After graduating from Utrecht University, Luite became disconcertingly aware of the world’s harrowing shortage of Haskell to JavaScript compilers. Not restrained by any sense of reality, he decided to cook up one himself. In his natural habitat, Luite might be found imagining being a tiger or muttering arcane transmogrification terminology.

YOW! Lambda Jam 2015 Brisbane

Heterogeneous Computation With Cloud Haskell and GHCJS


The objective of the workshop is to get some experience applying Haskell and GHCJS in a distributed systems setting for web applications. Familiarity with Haskell and Haskell development tools is assumed. A background in distributed systems, web development or prior experience with GHCJS is not required, but it is advisable to install GHCJS before the workshop. There will be help available for troubleshooting installation problems.

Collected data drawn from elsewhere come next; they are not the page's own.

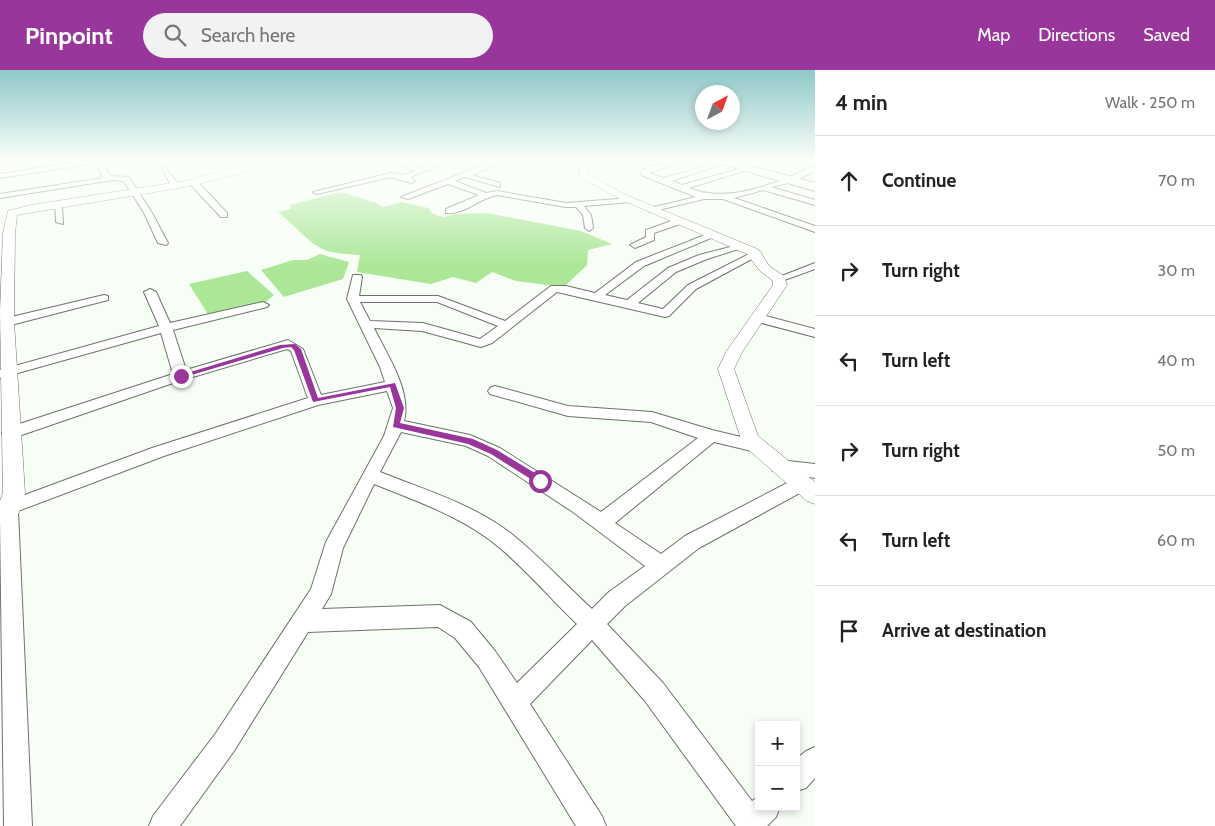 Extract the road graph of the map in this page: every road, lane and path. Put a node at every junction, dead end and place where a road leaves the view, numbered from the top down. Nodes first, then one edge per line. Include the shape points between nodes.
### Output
1 (9, 196) edge
2 (109, 196) edge
3 (137, 196) edge
4 (206, 196) edge
5 (482, 196) edge
6 (516, 196) edge
7 (624, 196) edge
8 (727, 196) edge
9 (793, 196) edge
10 (702, 197) joint
11 (724, 197) junction
12 (631, 200) junction
13 (815, 203) edge
14 (578, 204) junction
15 (58, 205) junction
16 (658, 208) junction
17 (449, 211) dead end
18 (12, 213) junction
19 (224, 214) dead end
20 (815, 220) edge
21 (680, 221) junction
22 (60, 222) dead end
23 (803, 225) junction
24 (588, 228) dead end
25 (815, 229) edge
26 (5, 234) edge
27 (713, 235) junction
28 (163, 243) dead end
29 (635, 245) dead end
30 (739, 246) junction
31 (756, 254) junction
32 (815, 266) edge
33 (4, 267) edge
34 (357, 276) dead end
35 (779, 279) junction
36 (150, 292) dead end
37 (597, 296) junction
38 (104, 298) dead end
39 (353, 299) junction
40 (629, 304) junction
41 (263, 305) dead end
42 (5, 318) edge
43 (758, 318) junction
44 (366, 324) junction
45 (506, 325) junction
46 (166, 328) junction
47 (815, 333) edge
48 (4, 373) edge
49 (181, 376) junction
50 (392, 385) junction
51 (495, 391) dead end
52 (316, 401) junction
53 (395, 425) junction
54 (711, 436) junction
55 (7, 438) edge
56 (756, 446) junction
57 (779, 466) joint
58 (370, 475) junction
59 (810, 483) edge
60 (7, 509) edge
61 (601, 523) junction
62 (660, 566) junction
63 (303, 621) junction
64 (592, 624) junction
65 (515, 702) junction
66 (815, 760) edge
67 (800, 774) edge
68 (756, 819) edge
69 (18, 826) edge
70 (163, 826) edge
71 (592, 826) edge

1 - 18 street
2 - 15 street
3 - 28 street
4 - 19 street
5 - 17 street
6 - 14 street
7 - 12 street
8 - 11 street
9 - 13 street
10 - 11 street
10 - 16 street
11 - 23 street
12 - 14 street
12 - 16 street
14 - 24 street via 587,216
15 - 18 street
15 - 22 street
16 - 21 street
18 - 26 street
20 - 23 street
21 - 27 street
21 - 29 street via 654,229 649,232 651,238
23 - 25 street
26 - 33 street
27 - 30 street
27 - 37 street via 640,264
30 - 31 street
30 - 40 street via 672,270
31 - 35 street via 756,261
31 - 40 street via 692,288 668,312
32 - 35 street
33 - 42 street
34 - 39 street
35 - 43 street via 780,285
36 - 46 street
37 - 40 street
37 - 45 street via 555,288
38 - 42 street
39 - 44 street
39 - 45 street via 438,299
41 - 46 street
42 - 48 street
43 - 47 street
43 - 56 street via 726,369 750,440
44 - 45 street via 422,327 481,343
44 - 50 street
46 - 48 street
46 - 49 street
48 - 55 street
49 - 52 street via 293,345
49 - 55 street
50 - 52 street
50 - 53 street via 400,408
51 - 54 street via 568,411 652,417
52 - 60 street via 158,452
53 - 58 street
53 - 61 street via 470,441 494,452
54 - 56 street
54 - 61 street
55 - 60 street via 14,493
56 - 57 street
57 - 59 street
58 - 63 street via 333,548 320,594
58 - 64 street via 438,502 484,526 507,542
59 - 62 street via 692,542
60 - 69 street
61 - 62 street
62 - 64 street via 617,599
63 - 65 street via 440,616 462,630
63 - 70 street via 225,742
64 - 65 street
64 - 68 street via 654,692
65 - 71 street
66 - 67 street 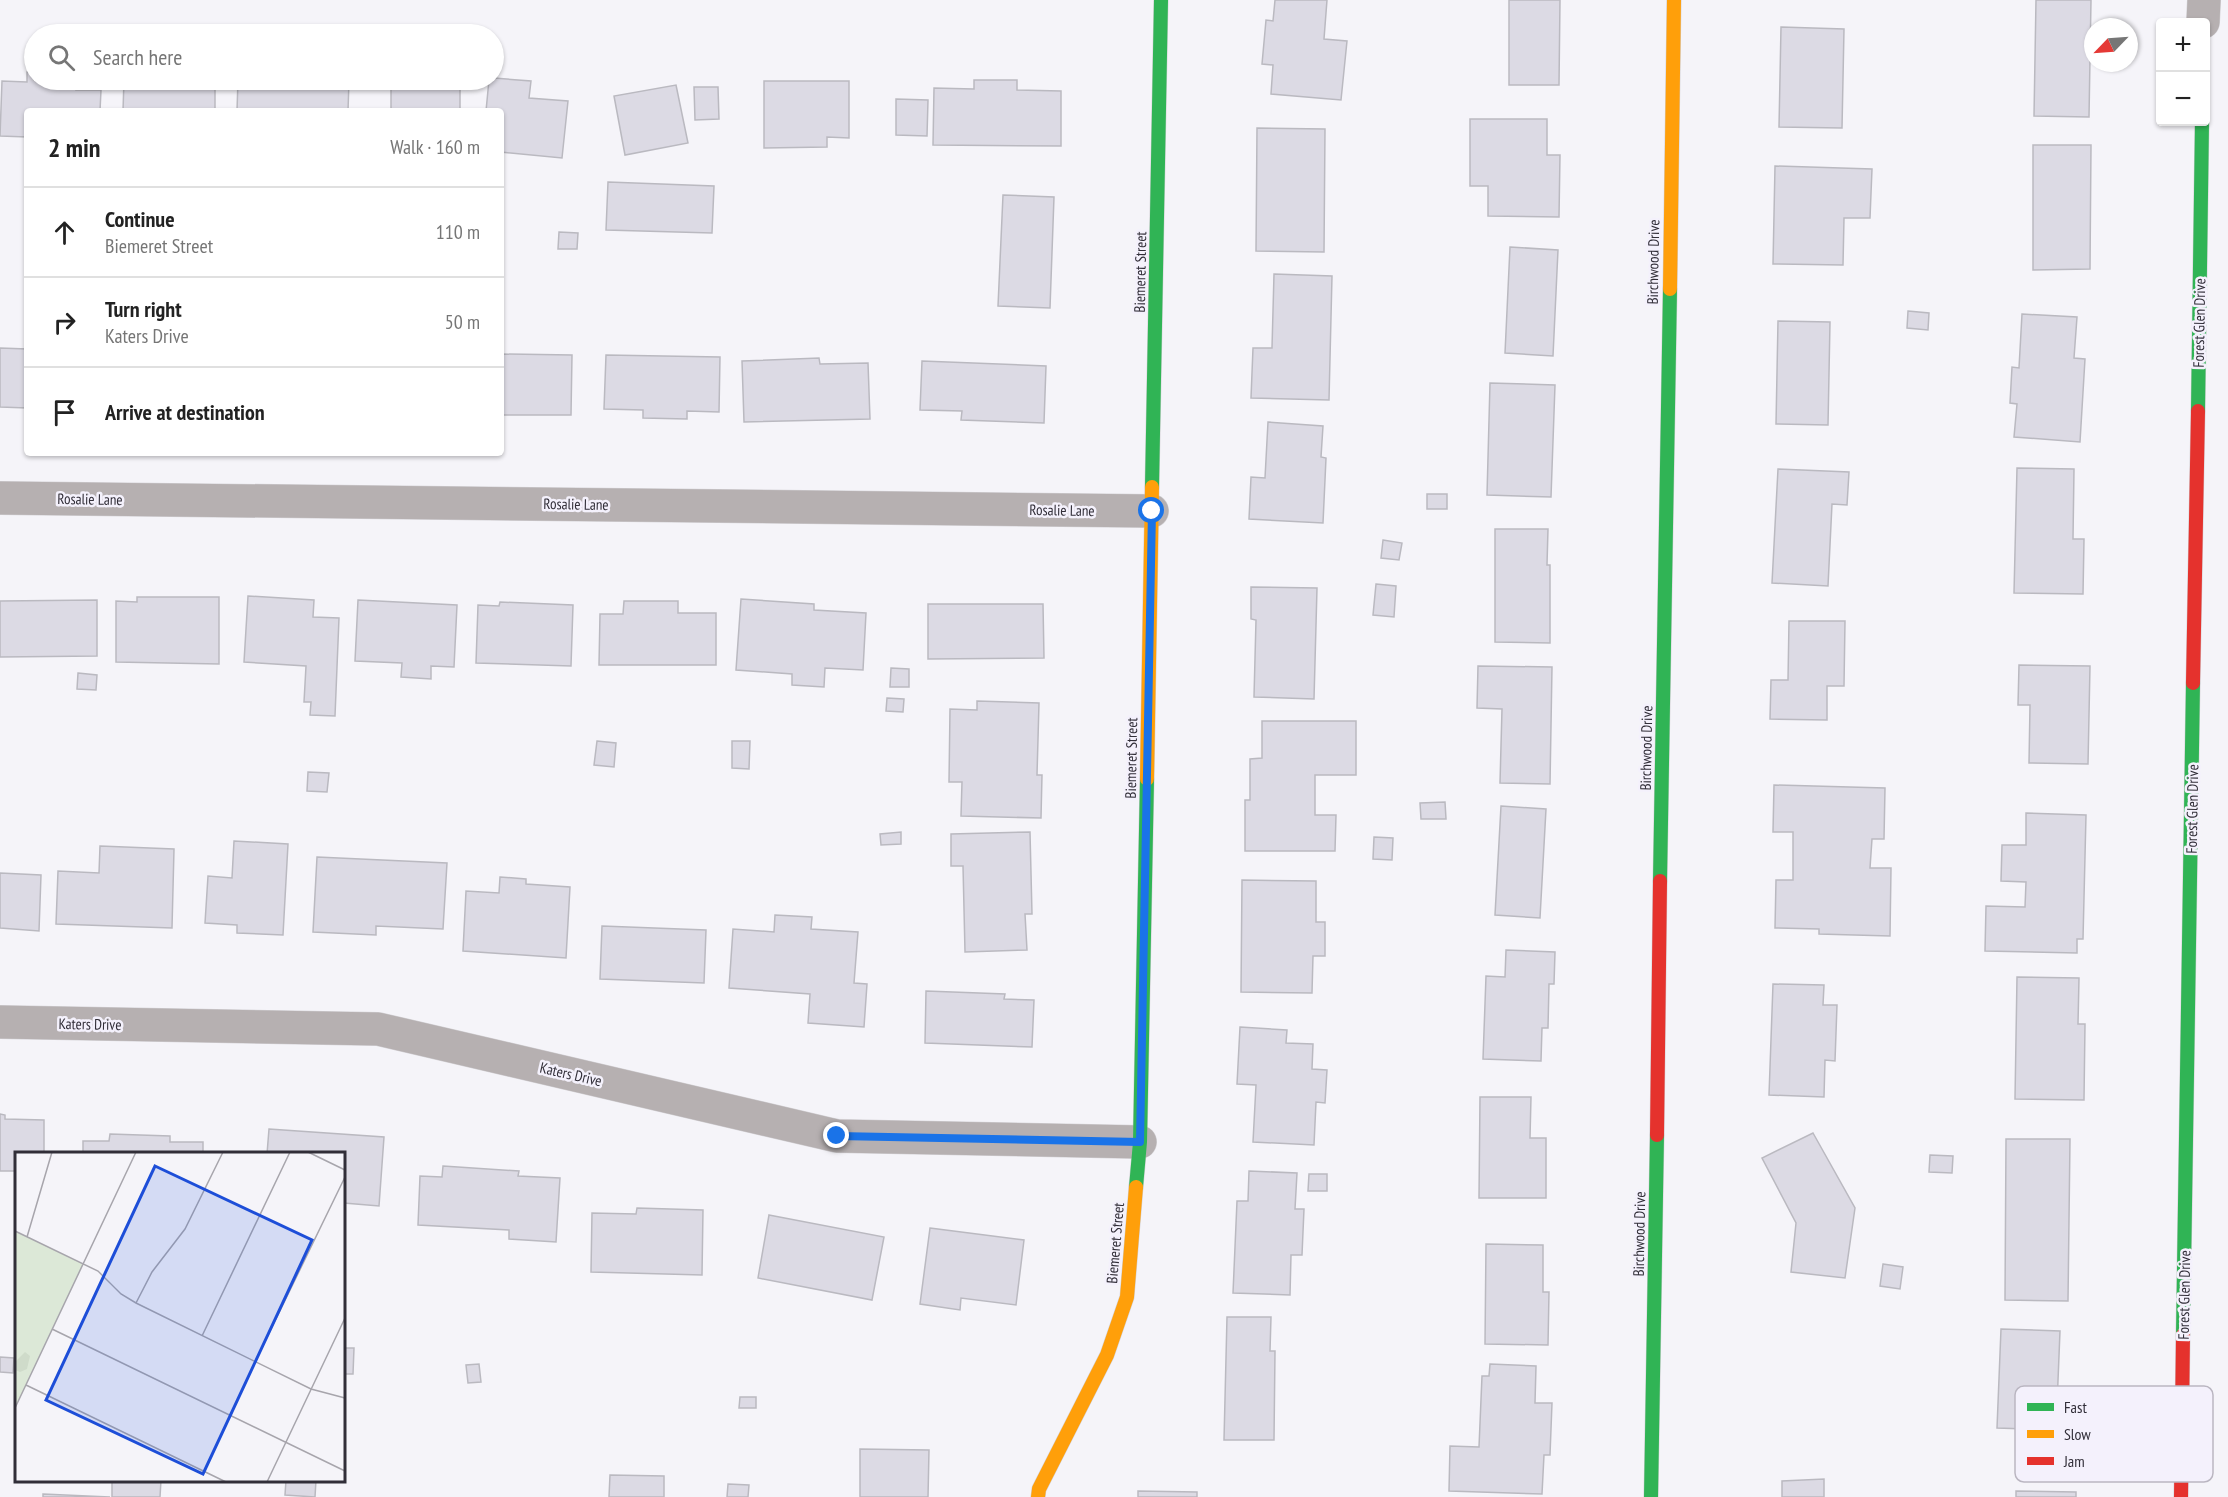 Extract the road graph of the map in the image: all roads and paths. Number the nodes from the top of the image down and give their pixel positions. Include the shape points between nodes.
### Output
1 (1161, 0) edge
2 (1674, 0) edge
3 (2204, 0) edge
4 (2203, 18) edge
5 (2202, 126) edge
6 (0, 498) edge
7 (1152, 511) junction
8 (0, 1022) edge
9 (1140, 1142) junction
10 (2183, 1386) edge
11 (2181, 1482) edge
12 (1038, 1497) edge
13 (1651, 1497) edge
14 (2181, 1497) edge

1 - 7 street, Biemeret Street
2 - 13 street, Birchwood Drive
3 - 4 street
5 - 10 street, Forest Glen Drive
6 - 7 street, Rosalie Lane
7 - 9 street, Biemeret Street
8 - 9 street, Katers Drive via 378,1029 837,1136
9 - 12 street, Biemeret Street via 1127,1298 1107,1355
11 - 14 street, Forest Glen Drive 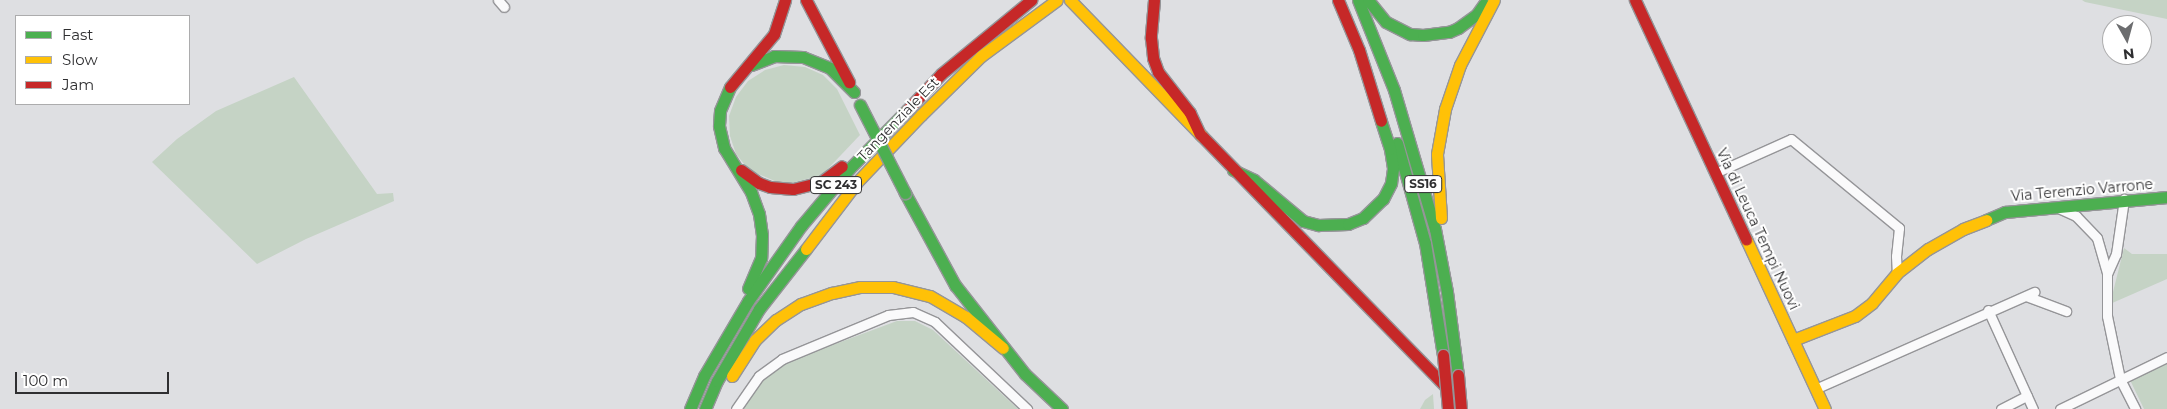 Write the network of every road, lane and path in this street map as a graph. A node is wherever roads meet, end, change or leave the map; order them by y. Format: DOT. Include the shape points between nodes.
graph roads {
  1 [pos="785,0"];
  2 [pos="806,0"];
  3 [pos="1019,0"];
  4 [pos="1031,0"];
  5 [pos="1057,0"];
  6 [pos="1070,0"];
  7 [pos="1154,0"];
  8 [pos="1338,0"];
  9 [pos="1345,0"];
  10 [pos="1358,0"];
  11 [pos="1368,0"];
  12 [pos="1487,0"];
  13 [pos="1494,0"];
  14 [pos="1635,0"];
  15 [pos="979,41"];
  16 [pos="747,68"];
  17 [pos="854,92"];
  18 [pos="919,97"];
  19 [pos="1200,134"];
  20 [pos="734,164"];
  21 [pos="1234,170"];
  22 [pos="1715,173"];
  23 [pos="2167,197"];
  24 [pos="2124,199"];
  25 [pos="2052,206"];
  26 [pos="1897,273"];
  27 [pos="2107,274"];
  28 [pos="1988,310"];
  29 [pos="2066,311"];
  30 [pos="1793,340"];
  31 [pos="1003,348"];
  32 [pos="1456,351"];
  33 [pos="2167,357"];
  34 [pos="704,376"];
  35 [pos="2120,379"];
  36 [pos="1815,389"];
  37 [pos="2027,396"];
  38 [pos="690,409"];
  39 [pos="705,409"];
  40 [pos="715,409"];
  41 [pos="736,409"];
  42 [pos="1027,409"];
  43 [pos="1062,409"];
  44 [pos="1448,409"];
  45 [pos="1461,409"];
  46 [pos="1467,409"];
  47 [pos="1825,409"];
  48 [pos="2001,409"];
  49 [pos="2033,409"];
  50 [pos="2060,409"];
  51 [pos="2135,409"];
  1 -- 16 [label="main road" via="774,34"];
  2 -- 17 [label="main road"];
  3 -- 15 [label="main road" via="991,24"];
  4 -- 15 [label="main road, Tangenziale Est / SC 243"];
  5 -- 39 [label="main road, Tangenziale Est" via="981,56 857,182 759,309 717,381"];
  6 -- 19 [label="main road"];
  7 -- 19 [label="main road" via="1150,38 1153,58 1158,72 1190,113"];
  8 -- 21 [label="main road" via="1359,50 1390,148 1391,183 1383,199 1374,209 1348,224 1318,225 1290,213 1254,180"];
  9 -- 44 [label="main road, SS16, bridge" via="1387,110 1427,252"];
  10 -- 32 [label="main road, SS16" via="1394,90 1417,162 1435,228"];
  11 -- 12 [label="main road" via="1386,22 1410,34 1423,35 1458,28 1477,14"];
  13 -- 32 [label="main road" via="1452,86 1437,154 1439,208 1460,333"];
  14 -- 22 [label="main road, Via di Leuca Tempi Nuovi"];
  15 -- 18 [label="main road, Tangenziale Est / SC 243"];
  16 -- 17 [label="main road" via="774,56 803,57 830,68"];
  16 -- 20 [label="main road" via="729,88 720,111 721,137"];
  17 -- 31 [label="main road, bridge" via="955,285"];
  18 -- 20 [label="main road" via="905,104 834,174 813,186 793,189 770,187 748,176"];
  18 -- 34 [label="main road, Tangenziale Est / SC 243" via="849,169 801,226 748,300"];
  19 -- 21 [label="main road"];
  20 -- 34 [label="main road" via="751,192 759,214 761,258 754,278 709,359"];
  21 -- 46 [label="main road"];
  22 -- 26 [label="street" via="1791,139 1899,228"];
  22 -- 30 [label="main road, Via di Leuca Tempi Nuovi"];
  23 -- 24 [label="main road, Via Terenzio Varrone"];
  24 -- 25 [label="main road, Via Terenzio Varrone"];
  24 -- 27 [label="street" via="2116,254"];
  25 -- 26 [label="main road, Via Terenzio Varrone" via="2005,212 1963,229 1928,249"];
  25 -- 27 [label="street" via="2076,216 2088,226 2097,238"];
  26 -- 30 [label="main road, Via Terenzio Varrone" via="1872,304 1855,316"];
  27 -- 35 [label="street" via="2107,316"];
  28 -- 29 [label="street" via="2030,294"];
  28 -- 36 [label="street"];
  28 -- 37 [label="street"];
  30 -- 36 [label="main road, Via di Leuca Tempi Nuovi"];
  31 -- 40 [label="main road" via="966,317 930,296 893,287 850,289 801,304 776,320 755,340"];
  31 -- 43 [label="main road"];
  32 -- 45 [label="main road, SS16, bridge"];
  33 -- 35 [label="street"];
  34 -- 38 [label="main road, Tangenziale Est / SC 243"];
  35 -- 50 [label="street"];
  35 -- 51 [label="street"];
  36 -- 47 [label="main road, Via di Leuca Tempi Nuovi"];
  37 -- 48 [label="street"];
  37 -- 49 [label="street"];
  41 -- 42 [label="street" via="759,376 782,359 888,316 913,312 935,322"];
}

We will start with an introduction to event handling and document manipulation using GHCJS and work through some examples, giving everyone a chance to become familiar with the tools. Then we move on to GHCJS’ concurrency model and get our feet wet doing Cloud Haskell calls to the server.

After the introduction, we will work through two bigger examples. One is mainly compute-oriented: The client calls upon the server(s) for the heavy lifting but does its own share of the work to improve responsiveness. The other is data-oriented: We will focus on dealing with synchronization of state on the client and server, allowing the client to work with incomplete data and handle connection problems.

Skeleton code will be provided for all exercises. Fully worked out examples will be added to the ghcjs-examples repository after the workshop.

Heterogeneous computation with Cloud Haskell and GHCJS


In modern web applications, the client can do far more than simply showing data retrieved from the server. Clients are powerful enough to perform complex tasks without assistance from the server. The result is a greatly improved experience for the user: Network roundtrips can be avoided by local processing, improving responsiveness, and the application might remain usable even during intermittent loss of connectivity.

Bringing more responsibilities to the client requires the functionality to be duplicated for the browser environment. Additionally, to effectively deal with network latency and service interruptions, the application has to be designed around managing local state on the clients and effectively synchronizing this state with the server.

On some platforms, this would be a daunting task, requiring major chunks of code to be rewritten to make them work on the client. Fortunately, for Haskell we have GHCJS, allowing us to do everything from a single codebase. Haskell’s static type system and strong focus on purity and concurrency make it ideally suited for this type of application.

The talk will show how we can use Haskell and GHCJS to optimally distribute computations between the client and server, relying on Cloud Haskell for type-safe communication. The end result is a heterogeneous distributed system that decides where to perform computations depending on throughput and latency requirements and availability of data. Additionally we will explore how to work with local state on the client and what properties we need from our data structures for effectively dealing with synchronization.